───── Data to examine
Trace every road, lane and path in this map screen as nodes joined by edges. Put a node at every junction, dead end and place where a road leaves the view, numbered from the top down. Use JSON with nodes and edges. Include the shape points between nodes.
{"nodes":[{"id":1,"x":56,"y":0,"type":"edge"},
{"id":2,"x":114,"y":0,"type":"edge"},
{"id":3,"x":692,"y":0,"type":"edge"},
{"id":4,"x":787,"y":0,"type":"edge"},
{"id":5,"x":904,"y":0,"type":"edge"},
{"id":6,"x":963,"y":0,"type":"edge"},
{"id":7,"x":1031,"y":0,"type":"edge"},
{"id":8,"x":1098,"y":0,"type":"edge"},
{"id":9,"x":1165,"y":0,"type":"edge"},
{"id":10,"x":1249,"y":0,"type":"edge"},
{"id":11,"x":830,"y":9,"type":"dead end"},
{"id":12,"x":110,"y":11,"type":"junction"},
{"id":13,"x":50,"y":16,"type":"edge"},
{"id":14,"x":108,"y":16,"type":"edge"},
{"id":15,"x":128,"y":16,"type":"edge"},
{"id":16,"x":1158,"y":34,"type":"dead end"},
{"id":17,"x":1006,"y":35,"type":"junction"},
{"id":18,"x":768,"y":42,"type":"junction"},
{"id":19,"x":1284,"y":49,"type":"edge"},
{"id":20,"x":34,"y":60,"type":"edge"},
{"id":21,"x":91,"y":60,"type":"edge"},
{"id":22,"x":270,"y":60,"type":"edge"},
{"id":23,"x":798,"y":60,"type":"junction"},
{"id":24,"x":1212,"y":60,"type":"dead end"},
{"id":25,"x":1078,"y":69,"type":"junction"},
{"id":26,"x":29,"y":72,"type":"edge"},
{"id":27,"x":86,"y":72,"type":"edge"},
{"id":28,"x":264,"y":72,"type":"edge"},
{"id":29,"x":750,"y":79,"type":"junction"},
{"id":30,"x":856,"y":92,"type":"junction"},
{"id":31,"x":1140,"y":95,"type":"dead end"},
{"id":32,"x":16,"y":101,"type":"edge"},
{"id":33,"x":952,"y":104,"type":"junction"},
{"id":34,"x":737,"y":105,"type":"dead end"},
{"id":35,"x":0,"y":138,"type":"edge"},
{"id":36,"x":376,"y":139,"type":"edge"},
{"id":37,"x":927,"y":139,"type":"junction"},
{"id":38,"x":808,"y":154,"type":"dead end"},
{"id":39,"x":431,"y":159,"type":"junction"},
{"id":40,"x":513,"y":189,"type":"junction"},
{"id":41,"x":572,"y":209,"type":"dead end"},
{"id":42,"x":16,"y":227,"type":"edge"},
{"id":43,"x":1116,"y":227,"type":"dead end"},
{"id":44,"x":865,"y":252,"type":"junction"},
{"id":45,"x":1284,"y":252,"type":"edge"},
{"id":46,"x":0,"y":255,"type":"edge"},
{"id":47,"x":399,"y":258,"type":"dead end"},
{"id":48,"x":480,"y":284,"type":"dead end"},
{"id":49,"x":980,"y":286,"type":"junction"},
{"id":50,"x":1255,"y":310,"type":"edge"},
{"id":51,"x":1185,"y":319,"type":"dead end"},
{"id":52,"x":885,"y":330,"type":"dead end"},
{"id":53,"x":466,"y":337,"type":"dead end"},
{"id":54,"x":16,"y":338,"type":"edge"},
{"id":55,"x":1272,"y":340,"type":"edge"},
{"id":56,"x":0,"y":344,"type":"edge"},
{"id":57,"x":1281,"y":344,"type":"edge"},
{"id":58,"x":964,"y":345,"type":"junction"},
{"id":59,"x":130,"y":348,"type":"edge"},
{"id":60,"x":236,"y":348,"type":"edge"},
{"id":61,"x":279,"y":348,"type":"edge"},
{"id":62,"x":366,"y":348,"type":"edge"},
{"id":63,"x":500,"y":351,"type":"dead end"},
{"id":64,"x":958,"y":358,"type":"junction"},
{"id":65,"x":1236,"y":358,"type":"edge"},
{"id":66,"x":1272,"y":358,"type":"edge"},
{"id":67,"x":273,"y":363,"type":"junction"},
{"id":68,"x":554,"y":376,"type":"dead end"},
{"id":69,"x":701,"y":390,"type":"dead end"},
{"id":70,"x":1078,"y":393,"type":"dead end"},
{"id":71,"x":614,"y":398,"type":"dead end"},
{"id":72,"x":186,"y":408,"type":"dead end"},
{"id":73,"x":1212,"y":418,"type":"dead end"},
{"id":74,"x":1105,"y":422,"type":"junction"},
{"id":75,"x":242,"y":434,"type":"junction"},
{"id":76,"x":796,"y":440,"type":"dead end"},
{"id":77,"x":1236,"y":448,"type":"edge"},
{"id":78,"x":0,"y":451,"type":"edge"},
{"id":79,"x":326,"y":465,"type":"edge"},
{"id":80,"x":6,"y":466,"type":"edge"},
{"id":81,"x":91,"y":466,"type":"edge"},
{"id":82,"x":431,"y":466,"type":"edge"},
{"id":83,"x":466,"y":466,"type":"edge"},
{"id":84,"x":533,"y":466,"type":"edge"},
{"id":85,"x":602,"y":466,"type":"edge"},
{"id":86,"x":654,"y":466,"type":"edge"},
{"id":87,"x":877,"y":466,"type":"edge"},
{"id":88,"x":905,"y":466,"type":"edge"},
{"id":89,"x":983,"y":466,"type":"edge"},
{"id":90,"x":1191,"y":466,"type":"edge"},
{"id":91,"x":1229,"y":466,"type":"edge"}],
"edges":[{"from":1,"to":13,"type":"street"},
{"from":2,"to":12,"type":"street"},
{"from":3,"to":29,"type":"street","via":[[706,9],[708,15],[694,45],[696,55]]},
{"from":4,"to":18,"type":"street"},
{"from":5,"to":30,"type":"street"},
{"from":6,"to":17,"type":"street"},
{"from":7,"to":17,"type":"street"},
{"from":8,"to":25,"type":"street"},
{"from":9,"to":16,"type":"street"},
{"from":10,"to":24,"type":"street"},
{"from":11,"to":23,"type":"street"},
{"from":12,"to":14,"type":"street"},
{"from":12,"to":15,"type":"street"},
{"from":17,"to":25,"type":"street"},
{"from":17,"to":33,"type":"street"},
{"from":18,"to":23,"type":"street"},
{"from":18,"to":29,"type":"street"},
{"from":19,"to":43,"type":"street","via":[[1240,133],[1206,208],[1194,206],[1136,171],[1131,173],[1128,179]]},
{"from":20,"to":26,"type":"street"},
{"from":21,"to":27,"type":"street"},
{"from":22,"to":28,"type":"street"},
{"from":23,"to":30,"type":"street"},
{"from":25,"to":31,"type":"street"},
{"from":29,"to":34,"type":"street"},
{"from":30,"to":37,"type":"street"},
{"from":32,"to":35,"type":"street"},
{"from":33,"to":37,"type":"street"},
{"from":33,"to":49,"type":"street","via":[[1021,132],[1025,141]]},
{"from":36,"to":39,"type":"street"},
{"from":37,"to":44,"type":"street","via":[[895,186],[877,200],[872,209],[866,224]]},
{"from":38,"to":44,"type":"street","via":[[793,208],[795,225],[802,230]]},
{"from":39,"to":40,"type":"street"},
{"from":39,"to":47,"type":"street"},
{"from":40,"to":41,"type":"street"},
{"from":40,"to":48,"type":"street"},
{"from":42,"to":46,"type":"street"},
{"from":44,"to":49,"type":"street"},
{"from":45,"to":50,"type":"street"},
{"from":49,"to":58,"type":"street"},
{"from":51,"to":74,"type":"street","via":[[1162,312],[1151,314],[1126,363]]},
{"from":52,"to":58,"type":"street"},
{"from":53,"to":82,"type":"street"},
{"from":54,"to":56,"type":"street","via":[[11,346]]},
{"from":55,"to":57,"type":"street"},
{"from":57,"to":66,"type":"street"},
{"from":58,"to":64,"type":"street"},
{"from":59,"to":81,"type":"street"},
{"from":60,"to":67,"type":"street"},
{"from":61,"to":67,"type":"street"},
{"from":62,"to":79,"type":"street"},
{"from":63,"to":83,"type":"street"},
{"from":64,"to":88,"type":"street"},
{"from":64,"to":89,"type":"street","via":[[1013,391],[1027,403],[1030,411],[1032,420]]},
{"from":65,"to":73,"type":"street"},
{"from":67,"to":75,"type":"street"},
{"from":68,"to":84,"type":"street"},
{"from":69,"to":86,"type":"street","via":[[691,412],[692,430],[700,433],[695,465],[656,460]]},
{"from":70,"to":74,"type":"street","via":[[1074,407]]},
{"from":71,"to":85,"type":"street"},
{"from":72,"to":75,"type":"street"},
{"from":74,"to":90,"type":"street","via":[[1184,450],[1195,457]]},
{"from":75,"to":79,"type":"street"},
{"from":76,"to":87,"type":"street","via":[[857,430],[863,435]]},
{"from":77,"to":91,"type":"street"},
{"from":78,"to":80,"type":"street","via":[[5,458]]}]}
──────────
# Action item
A single number is the whole answer here: how many lines of the material include "edges" as a word or string?

# Written answer
2